What you will do
Look below. Copy each line that has "shadow" in it.

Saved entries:
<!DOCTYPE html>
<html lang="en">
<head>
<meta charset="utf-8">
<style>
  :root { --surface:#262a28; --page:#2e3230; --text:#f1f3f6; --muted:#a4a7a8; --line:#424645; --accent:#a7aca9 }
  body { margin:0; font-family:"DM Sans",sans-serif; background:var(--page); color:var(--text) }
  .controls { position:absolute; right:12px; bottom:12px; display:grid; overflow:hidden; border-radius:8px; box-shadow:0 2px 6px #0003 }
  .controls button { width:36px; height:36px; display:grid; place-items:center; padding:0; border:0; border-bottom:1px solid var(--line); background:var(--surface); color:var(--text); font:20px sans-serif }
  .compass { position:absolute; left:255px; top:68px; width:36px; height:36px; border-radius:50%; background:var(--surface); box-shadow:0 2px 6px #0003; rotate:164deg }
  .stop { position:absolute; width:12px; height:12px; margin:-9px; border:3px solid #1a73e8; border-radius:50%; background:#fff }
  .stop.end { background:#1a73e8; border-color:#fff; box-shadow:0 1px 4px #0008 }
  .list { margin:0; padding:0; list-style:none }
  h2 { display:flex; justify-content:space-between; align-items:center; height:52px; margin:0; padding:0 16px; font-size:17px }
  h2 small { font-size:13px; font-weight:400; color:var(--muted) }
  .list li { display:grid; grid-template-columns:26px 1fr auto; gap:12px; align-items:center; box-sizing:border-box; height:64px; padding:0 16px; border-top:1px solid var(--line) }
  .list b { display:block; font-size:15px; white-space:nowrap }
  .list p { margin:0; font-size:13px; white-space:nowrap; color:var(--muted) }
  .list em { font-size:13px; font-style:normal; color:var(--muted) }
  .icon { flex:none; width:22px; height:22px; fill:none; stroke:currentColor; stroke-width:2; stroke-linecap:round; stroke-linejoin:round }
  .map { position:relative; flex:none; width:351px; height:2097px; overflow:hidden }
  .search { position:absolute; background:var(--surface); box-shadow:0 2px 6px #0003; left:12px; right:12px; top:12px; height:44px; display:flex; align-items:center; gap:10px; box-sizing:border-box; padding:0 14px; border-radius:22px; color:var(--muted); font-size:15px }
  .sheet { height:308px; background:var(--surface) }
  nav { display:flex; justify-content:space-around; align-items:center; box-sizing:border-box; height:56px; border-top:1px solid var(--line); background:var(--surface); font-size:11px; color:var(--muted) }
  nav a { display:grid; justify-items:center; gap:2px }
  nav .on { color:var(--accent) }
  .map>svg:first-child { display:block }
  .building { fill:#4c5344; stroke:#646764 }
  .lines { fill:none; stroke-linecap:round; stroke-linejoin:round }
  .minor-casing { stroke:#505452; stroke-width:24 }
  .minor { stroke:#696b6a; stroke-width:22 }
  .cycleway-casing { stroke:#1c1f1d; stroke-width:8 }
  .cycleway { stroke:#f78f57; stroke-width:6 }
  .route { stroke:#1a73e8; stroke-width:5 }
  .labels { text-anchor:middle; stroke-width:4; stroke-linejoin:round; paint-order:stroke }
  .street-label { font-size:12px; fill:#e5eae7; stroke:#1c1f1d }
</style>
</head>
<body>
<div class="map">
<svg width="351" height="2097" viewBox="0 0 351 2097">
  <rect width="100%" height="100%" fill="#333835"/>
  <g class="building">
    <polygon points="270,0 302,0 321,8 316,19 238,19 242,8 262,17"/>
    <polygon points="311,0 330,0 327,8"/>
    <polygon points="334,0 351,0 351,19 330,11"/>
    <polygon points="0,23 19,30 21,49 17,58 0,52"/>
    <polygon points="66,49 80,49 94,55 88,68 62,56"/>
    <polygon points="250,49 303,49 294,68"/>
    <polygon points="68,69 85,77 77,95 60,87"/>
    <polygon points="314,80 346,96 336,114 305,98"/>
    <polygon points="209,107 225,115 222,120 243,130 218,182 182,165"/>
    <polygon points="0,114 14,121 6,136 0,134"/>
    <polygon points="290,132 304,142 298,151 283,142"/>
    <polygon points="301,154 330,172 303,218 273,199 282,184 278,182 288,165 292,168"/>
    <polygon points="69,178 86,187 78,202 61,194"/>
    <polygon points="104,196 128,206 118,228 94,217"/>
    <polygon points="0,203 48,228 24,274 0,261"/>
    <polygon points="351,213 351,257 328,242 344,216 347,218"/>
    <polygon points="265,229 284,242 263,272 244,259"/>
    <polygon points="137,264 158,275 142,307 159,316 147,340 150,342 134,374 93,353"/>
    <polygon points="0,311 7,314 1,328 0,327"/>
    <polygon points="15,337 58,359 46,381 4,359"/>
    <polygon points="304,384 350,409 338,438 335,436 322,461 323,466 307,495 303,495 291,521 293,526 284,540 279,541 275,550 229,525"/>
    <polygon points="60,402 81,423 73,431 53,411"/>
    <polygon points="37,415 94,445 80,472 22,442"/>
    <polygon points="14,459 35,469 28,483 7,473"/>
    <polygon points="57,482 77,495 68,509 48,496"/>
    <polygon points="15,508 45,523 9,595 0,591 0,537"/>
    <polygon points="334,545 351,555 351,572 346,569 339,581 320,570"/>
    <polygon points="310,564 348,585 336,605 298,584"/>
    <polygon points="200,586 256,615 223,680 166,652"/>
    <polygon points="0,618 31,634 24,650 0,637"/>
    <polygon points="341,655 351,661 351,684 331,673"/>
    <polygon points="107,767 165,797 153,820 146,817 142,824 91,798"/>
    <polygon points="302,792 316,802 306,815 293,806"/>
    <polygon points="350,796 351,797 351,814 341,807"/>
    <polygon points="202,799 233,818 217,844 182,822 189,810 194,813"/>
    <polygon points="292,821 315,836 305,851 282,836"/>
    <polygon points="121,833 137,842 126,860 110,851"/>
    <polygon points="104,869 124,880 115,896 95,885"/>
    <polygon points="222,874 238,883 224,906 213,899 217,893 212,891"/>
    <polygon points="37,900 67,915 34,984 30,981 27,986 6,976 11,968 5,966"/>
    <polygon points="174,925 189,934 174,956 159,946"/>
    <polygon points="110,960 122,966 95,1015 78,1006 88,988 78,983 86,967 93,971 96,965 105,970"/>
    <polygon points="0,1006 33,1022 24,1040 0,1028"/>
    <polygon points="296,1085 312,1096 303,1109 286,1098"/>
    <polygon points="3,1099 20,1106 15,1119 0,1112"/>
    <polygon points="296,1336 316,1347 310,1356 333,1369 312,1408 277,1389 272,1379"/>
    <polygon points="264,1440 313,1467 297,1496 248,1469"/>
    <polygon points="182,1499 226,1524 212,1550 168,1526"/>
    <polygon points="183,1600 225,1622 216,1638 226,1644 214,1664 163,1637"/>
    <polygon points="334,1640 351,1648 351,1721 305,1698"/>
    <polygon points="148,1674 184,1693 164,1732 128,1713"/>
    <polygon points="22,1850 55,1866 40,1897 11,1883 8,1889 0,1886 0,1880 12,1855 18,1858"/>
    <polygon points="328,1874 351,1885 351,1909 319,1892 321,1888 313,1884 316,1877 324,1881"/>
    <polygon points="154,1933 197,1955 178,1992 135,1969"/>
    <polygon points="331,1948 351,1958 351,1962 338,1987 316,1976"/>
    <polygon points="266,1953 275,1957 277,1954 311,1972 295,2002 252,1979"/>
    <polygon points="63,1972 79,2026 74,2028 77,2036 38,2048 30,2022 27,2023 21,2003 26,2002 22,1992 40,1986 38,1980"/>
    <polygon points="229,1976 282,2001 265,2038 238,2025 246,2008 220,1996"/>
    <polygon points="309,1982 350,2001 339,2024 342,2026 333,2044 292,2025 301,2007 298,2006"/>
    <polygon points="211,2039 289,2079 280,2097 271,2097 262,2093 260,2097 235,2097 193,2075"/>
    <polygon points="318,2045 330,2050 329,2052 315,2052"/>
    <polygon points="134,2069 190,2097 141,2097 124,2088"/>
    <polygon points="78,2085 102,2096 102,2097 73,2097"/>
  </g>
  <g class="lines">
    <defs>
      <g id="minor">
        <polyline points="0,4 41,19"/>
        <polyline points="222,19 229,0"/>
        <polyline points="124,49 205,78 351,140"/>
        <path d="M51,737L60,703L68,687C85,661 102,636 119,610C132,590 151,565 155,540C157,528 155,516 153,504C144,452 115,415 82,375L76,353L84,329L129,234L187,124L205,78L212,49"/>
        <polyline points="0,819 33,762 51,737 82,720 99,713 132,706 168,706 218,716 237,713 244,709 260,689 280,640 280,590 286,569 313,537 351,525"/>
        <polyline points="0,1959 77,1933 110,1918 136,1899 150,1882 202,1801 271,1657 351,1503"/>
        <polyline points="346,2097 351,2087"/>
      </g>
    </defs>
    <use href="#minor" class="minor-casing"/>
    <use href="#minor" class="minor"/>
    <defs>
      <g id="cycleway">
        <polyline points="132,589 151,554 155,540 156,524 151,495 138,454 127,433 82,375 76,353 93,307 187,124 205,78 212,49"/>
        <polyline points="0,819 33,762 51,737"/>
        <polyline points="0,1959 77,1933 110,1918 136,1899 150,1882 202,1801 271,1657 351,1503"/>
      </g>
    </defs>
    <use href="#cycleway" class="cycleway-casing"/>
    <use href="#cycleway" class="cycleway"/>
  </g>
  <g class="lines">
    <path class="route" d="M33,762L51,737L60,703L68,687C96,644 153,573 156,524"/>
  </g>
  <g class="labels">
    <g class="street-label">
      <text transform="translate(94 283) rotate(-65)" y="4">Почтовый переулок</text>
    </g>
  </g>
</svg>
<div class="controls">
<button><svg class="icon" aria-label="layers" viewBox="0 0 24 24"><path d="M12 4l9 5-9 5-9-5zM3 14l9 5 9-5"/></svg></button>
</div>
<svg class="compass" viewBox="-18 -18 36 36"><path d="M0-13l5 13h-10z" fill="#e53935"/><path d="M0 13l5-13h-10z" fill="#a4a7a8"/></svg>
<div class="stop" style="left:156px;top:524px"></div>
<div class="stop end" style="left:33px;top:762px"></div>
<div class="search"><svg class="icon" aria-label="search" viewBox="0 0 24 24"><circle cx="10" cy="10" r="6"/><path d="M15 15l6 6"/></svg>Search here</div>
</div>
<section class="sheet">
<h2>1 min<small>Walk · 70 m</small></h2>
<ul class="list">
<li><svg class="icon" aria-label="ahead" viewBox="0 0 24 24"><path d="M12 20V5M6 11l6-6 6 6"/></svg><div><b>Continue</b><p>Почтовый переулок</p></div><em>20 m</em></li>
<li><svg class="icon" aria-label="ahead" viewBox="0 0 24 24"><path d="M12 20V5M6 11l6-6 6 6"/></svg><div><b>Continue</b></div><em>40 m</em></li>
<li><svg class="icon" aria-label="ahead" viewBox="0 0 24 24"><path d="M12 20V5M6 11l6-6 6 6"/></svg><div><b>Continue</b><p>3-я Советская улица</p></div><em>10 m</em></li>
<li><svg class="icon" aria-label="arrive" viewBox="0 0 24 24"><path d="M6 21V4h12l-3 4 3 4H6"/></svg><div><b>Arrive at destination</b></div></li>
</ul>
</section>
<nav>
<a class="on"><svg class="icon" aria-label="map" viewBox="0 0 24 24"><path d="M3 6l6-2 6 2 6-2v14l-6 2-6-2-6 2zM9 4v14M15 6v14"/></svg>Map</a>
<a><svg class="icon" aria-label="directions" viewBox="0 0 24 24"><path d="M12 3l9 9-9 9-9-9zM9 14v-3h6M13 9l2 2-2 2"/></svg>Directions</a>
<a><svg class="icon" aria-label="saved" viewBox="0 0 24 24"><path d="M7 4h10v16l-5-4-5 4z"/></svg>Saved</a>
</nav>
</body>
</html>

Solution to the exercise
  .controls { position:absolute; right:12px; bottom:12px; display:grid; overflow:hidden; border-radius:8px; box-shadow:0 2px 6px #0003 }
  .compass { position:absolute; left:255px; top:68px; width:36px; height:36px; border-radius:50%; background:var(--surface); box-shadow:0 2px 6px #0003; rotate:164deg }
  .stop.end { background:#1a73e8; border-color:#fff; box-shadow:0 1px 4px #0008 }
  .search { position:absolute; background:var(--surface); box-shadow:0 2px 6px #0003; left:12px; right:12px; top:12px; height:44px; display:flex; align-items:center; gap:10px; box-sizing:border-box; padding:0 14px; border-radius:22px; color:var(--muted); font-size:15px }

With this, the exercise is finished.